Caryopteris: come coltivare questi spettacolari fiori blu-violetti
Fra i fiori più spettacolari di colore blu-violetto annoveriamo anche i Caryopteris. Noti anche con il nome comune di barbablù o spirea azzurra, oltre al fatto di avere un colore assolutamente affascinante, hanno il notevole pregio di essere arbusti di facile manutenzione che fioriscono per gran parte dell’autunno. Ma come coltivare con successo questi fiori che attirano gli impollinatori?
Come coltivare i Caryopteris?

I Caryopteris sono piante arbustive perenni (decidue in alcune zone). Presenta steli lunghi, ricoperti di piccole foglie. Ma il vero fascino sono i fiori, di un intenso colore blu-violetto. Diverse le varietà che potrete trovare, ma una delle cultivar più belle è di sicuro la Caryopteris x clandonensis, la Blue Mist Barbablù, con le sue foglie color verde-argento che ben contrastano con i fiori.
Il periodo migliore per piantare i Caryopteris è in primavera, dopo l’ultima gelata e prima del caldo estivo. L’alternativa è piantarla in autunno, almeno un mese prima dell’arrivo delle gelate. Dovrete scavare una buca grande il doppio della zolla e abbastanza profonda. Poi posizionate la zolla nella buca, riempite col terriccio e premete delicatamente in modo da eliminare sacche d’aria.
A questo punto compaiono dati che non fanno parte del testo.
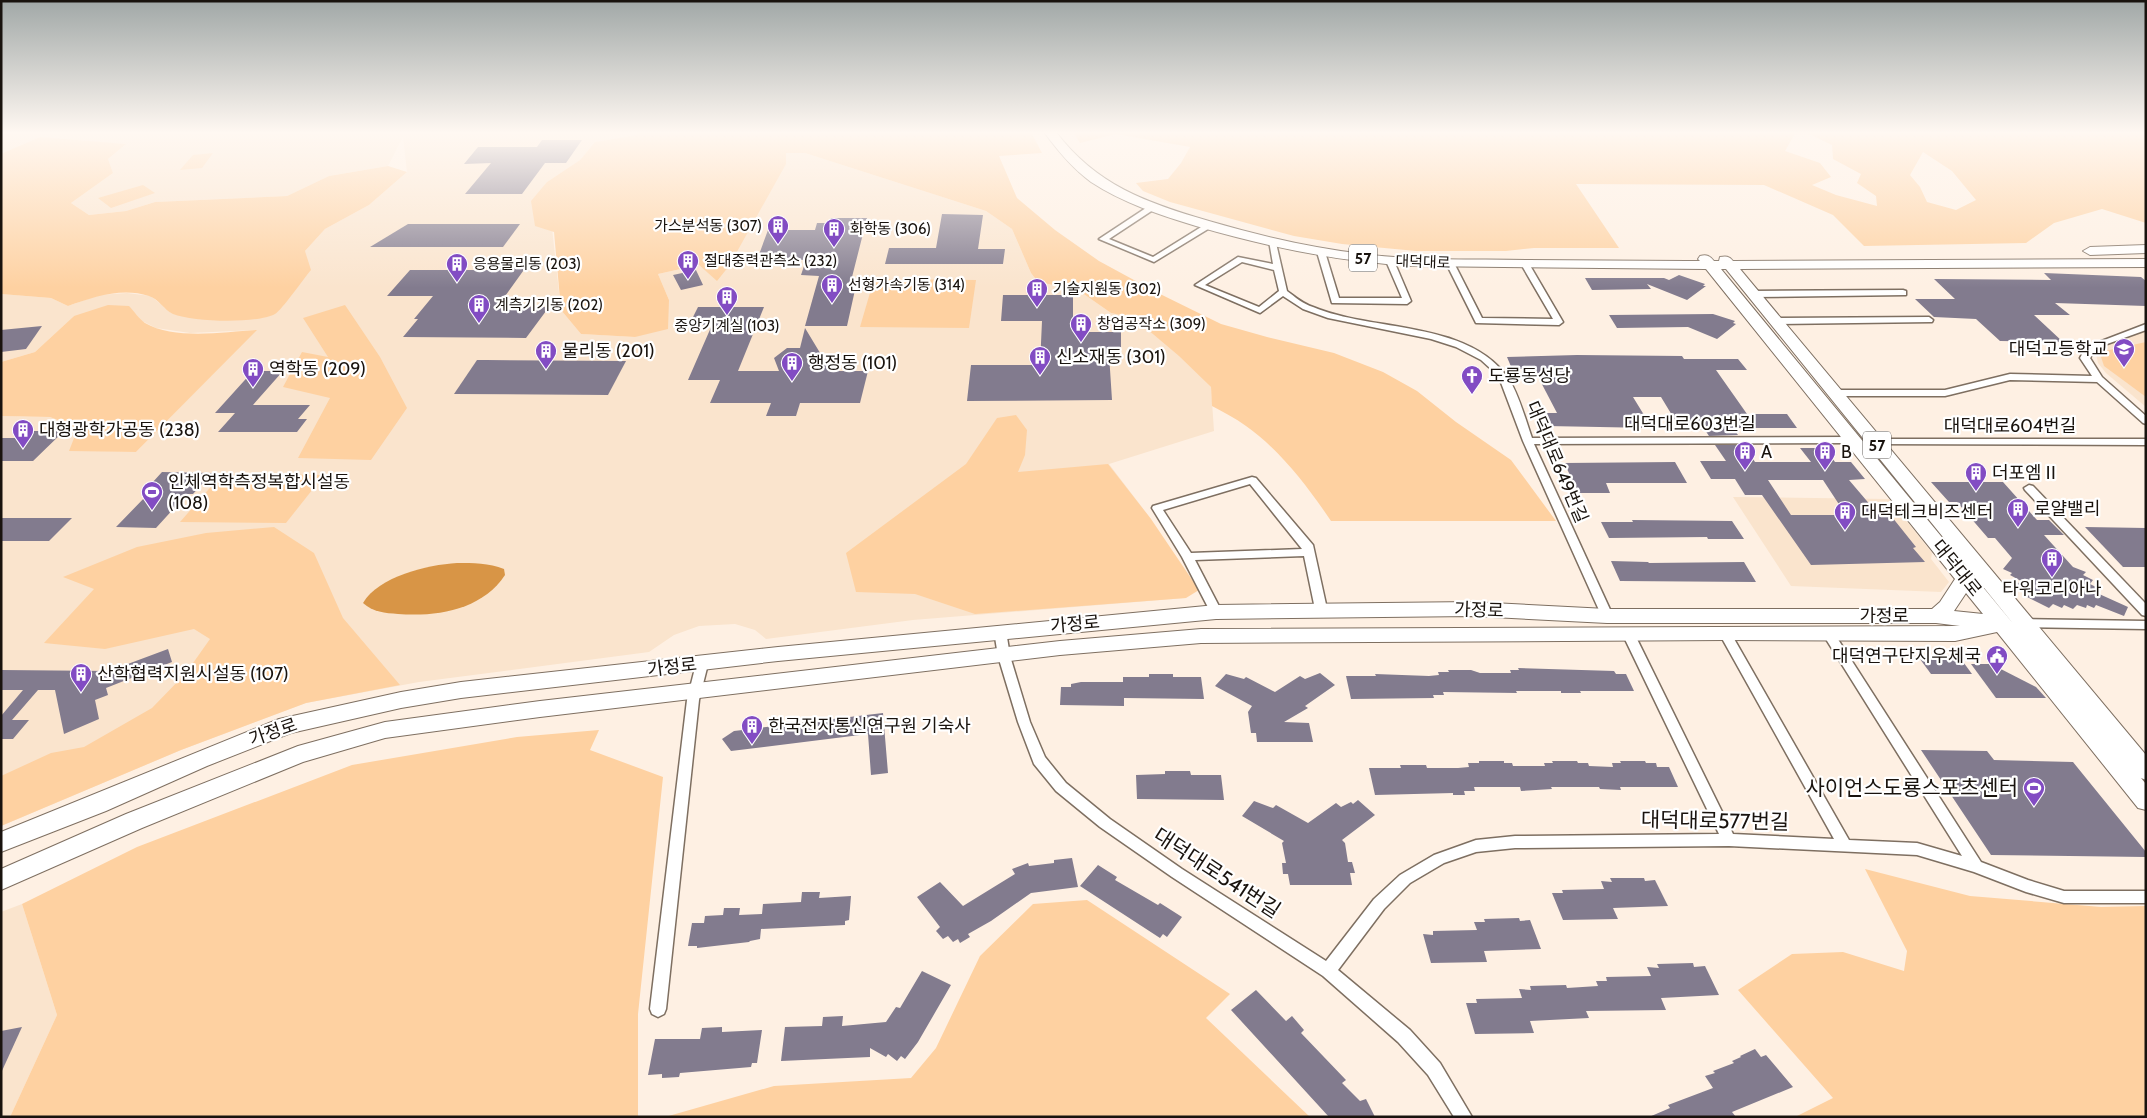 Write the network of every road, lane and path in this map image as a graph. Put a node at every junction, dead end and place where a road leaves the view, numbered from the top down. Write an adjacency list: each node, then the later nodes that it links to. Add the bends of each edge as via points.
1 (1104, 184): 3 (main road, 대덕대로 / 57)
2 (1118, 184): 9 (main road, 대덕대로 / 57, via 1179,212 1288,241 1365,253 1419,257)
3 (1152, 208): 4 (main road, 대덕대로 / 57); 4 (street, via 1103,239 1154,260)
4 (1209, 226): 5 (main road, 대덕대로 / 57)
5 (1272, 243): 7 (main road, 대덕대로 / 57); 13 (street)
6 (2146, 249): 9 (main road)
7 (1321, 252): 8 (main road, 대덕대로 / 57); 17 (street)
8 (1390, 261): 10 (main road, 대덕대로 / 57); 17 (street, via 1407,301)
9 (1717, 262): 11 (main road, 대덕대로 / 57); 12 (main road); 16 (main road, 대덕대로 / 57); 25 (main road, 대덕대로 / 57)
10 (1450, 263): 11 (main road, 대덕대로 / 57); 11 (street, via 1479,321 1559,322)
11 (1525, 264)
12 (2144, 264)
13 (1277, 268): 14 (street); 14 (street, via 1241,259 1198,285 1260,310)
14 (1284, 292): 18 (street, 대덕대로649번길)
15 (1903, 293): 16 (street)
16 (1753, 294): 20 (main road, 대덕대로 / 57)
17 (1335, 300): 18 (street)
18 (1316, 310): 26 (street, 대덕대로649번길, via 1442,338 1486,358 1505,380)
19 (1929, 320): 20 (street)
20 (1775, 321): 23 (main road, 대덕대로 / 57)
21 (2146, 327): 22 (street, via 2100,342 2089,349 2087,363)
22 (2098, 380): 23 (street, via 2010,378 1945,393); 24 (street)
23 (1835, 393): 27 (main road, 대덕대로 / 57)
24 (2146, 421)
25 (1852, 440): 26 (street, 대덕대로603번길); 32 (main road, 대덕대로 / 57)
26 (1528, 441): 36 (street, 대덕대로649번길)
27 (1874, 442): 28 (street, 대덕대로604번길); 38 (main road, 대덕대로 / 57)
28 (2146, 442)
29 (2029, 488): 35 (street)
30 (1309, 552): 31 (street); 31 (street, via 1307,545 1252,480 1157,508); 33 (street)
31 (1188, 557): 34 (street)
32 (1966, 578): 37 (main road, via 1947,607); 38 (main road, 대덕대로 / 57)
33 (1321, 609): 34 (main road, 가정로); 36 (main road, 가정로, via 1473,609)
34 (1216, 612): 40 (main road, 가정로)
35 (2146, 612)
36 (1607, 616): 37 (main road, 가정로)
37 (1936, 616): 38 (main road, 가정로)
38 (2013, 623): 39 (street); 43 (main road, 가정로, via 1955,634); 47 (main road, 대덕대로 / 57); 48 (main road, 대덕대로 / 57)
39 (2146, 624)
40 (1000, 631): 44 (street, 대덕대로541번길); 45 (main road, 가정로)
41 (1628, 633): 42 (main road, 가정로); 44 (main road, 가정로, via 1201,636); 49 (street)
42 (1725, 633): 43 (main road, 가정로); 51 (street)
43 (1828, 633): 52 (street)
44 (1004, 656): 46 (main road, 가정로); 55 (street, 대덕대로541번길, via 1039,760 1061,787 1145,852)
45 (702, 664): 46 (street); 50 (main road, 가정로, via 460,690 287,725)
46 (695, 692): 53 (main road, 가정로, via 385,730 298,755 134,821); 56 (street)
47 (2146, 771)
48 (2146, 801)
49 (1729, 840): 51 (street, 대덕대로577번길); 55 (street, 대덕대로577번길, via 1515,842 1476,846 1438,859 1405,879 1379,904)
50 (1, 842)
51 (1845, 844): 52 (street, 대덕대로577번길, via 1917,849)
52 (1976, 866): 54 (street, 대덕대로577번길, via 2064,897)
53 (1, 880)
54 (2146, 897)
55 (1328, 971): 57 (street, 대덕대로541번길, via 1404,1036 1434,1069)
56 (658, 1009)
57 (1464, 1117) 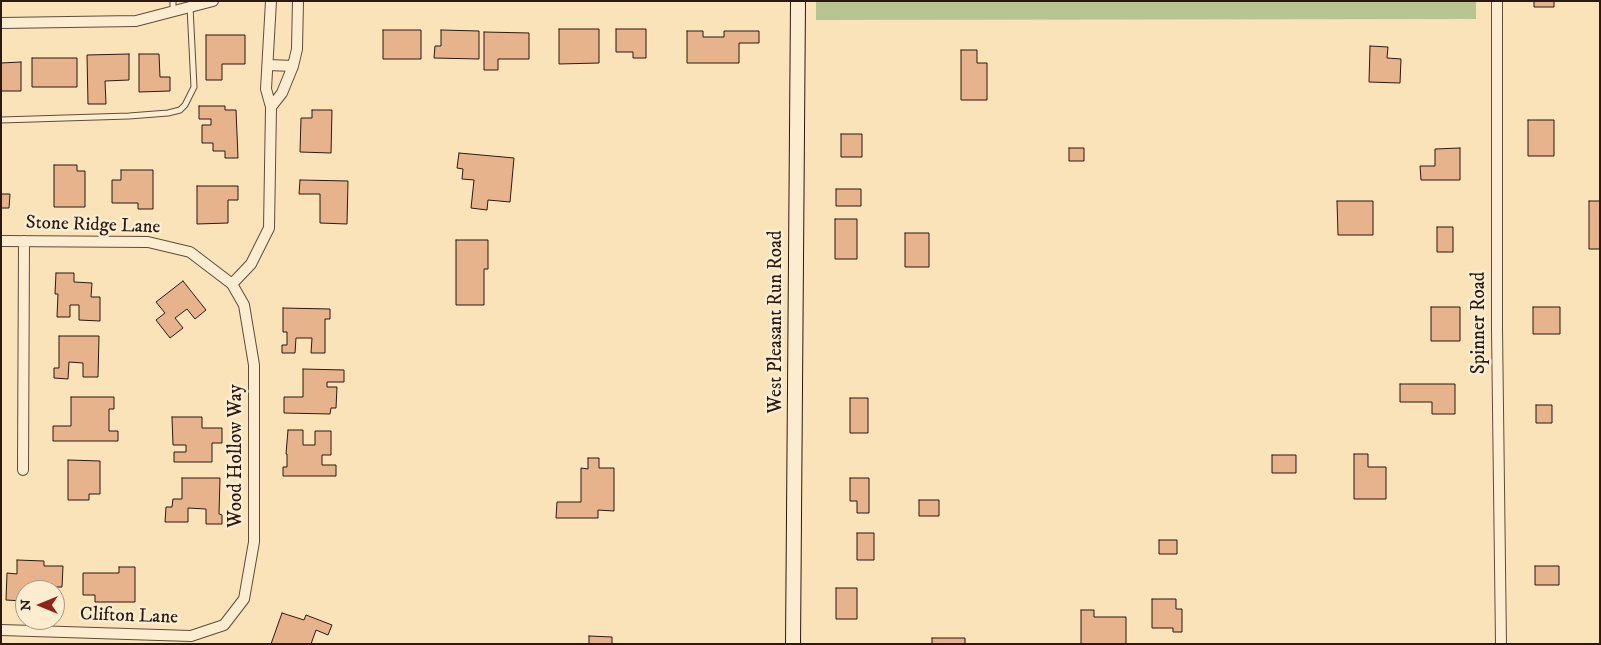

Innaffiate abbondantemente. Cercate di distanziare le piante di almeno 60 cm, più vicine se volete realizzare una bordura.
Come posizione, scegliete un luogo soleggiato, con almeno 6 ore di luce solare diretta al giorno (più sole ottiene, più fiori produce). Essendo fra i pochi arbusti da fiore che fioriscono a fine estate e in autunno, ecco che è perfetta per dare un tocco di colore distintivo in mezzo ai tipici colori autunnali. Come pianta è in grado di crescere anche nei giardini in pendenza. Inoltre è possibile coltivarla anche in vaso, basta solamente scegliere le cultivar nane.
Come terriccio optate per terreni sciolti, argillosi e ben drenanti. Evitate assolutamente i ristagni idrici perché non tollerano assolutamente i terreni umidi. Il pH del terreno dovrebbe essere neutro, ma è comunque in grado di crescere anche nei terreni leggermente alcalini e acidi.
Per quanto riguarda l’irrigazione, le piante giovani richiedono innaffiature regolari. Una volta stabilizzata, tollera benissimo la siccità.

Come clima, preferisce temperature comprese fra i 18 e i 29°C, con umidità moderata. Tuttavia tollera le temperature elevate e l’umidità estiva. Se le temperature rimangono per parecchio tempo sopra i 32°C, potrebbe aver bisogno di qualche annaffiatura in più. Resiste anche al gelo, ma se fa troppo freddo rischia di morire in inverno. Ma se le radici non sono danneggiate, ritorna poi a crescere in primavera.
Per la manutenzione, non preoccupatevi. Non richiede troppo fertilizzante. Anzi, spesso non c’è neanche bisogno di concimarla. Se esagerate col concime, infatti, la pianta produce solo foglie e non fiori. Al massimo aggiungete un po’ di sostanza organica o compost nella buca di impianto prima di piantarla. Non serve neanche potarla. I fiori appassiti sono belli da vedersi e non devono essere rimossi. E non serve neanche potarla in autunno perché altrimenti stimolereste una nuova crescita che sarebbe danneggiata col freddo invernale. Meglio potarle in primavera.
Pianta estremamente rustica, non soffre di particolari malattie. Fate solo attenzione al marciume radicale, al marciume del colletto e alle cimici delle piante.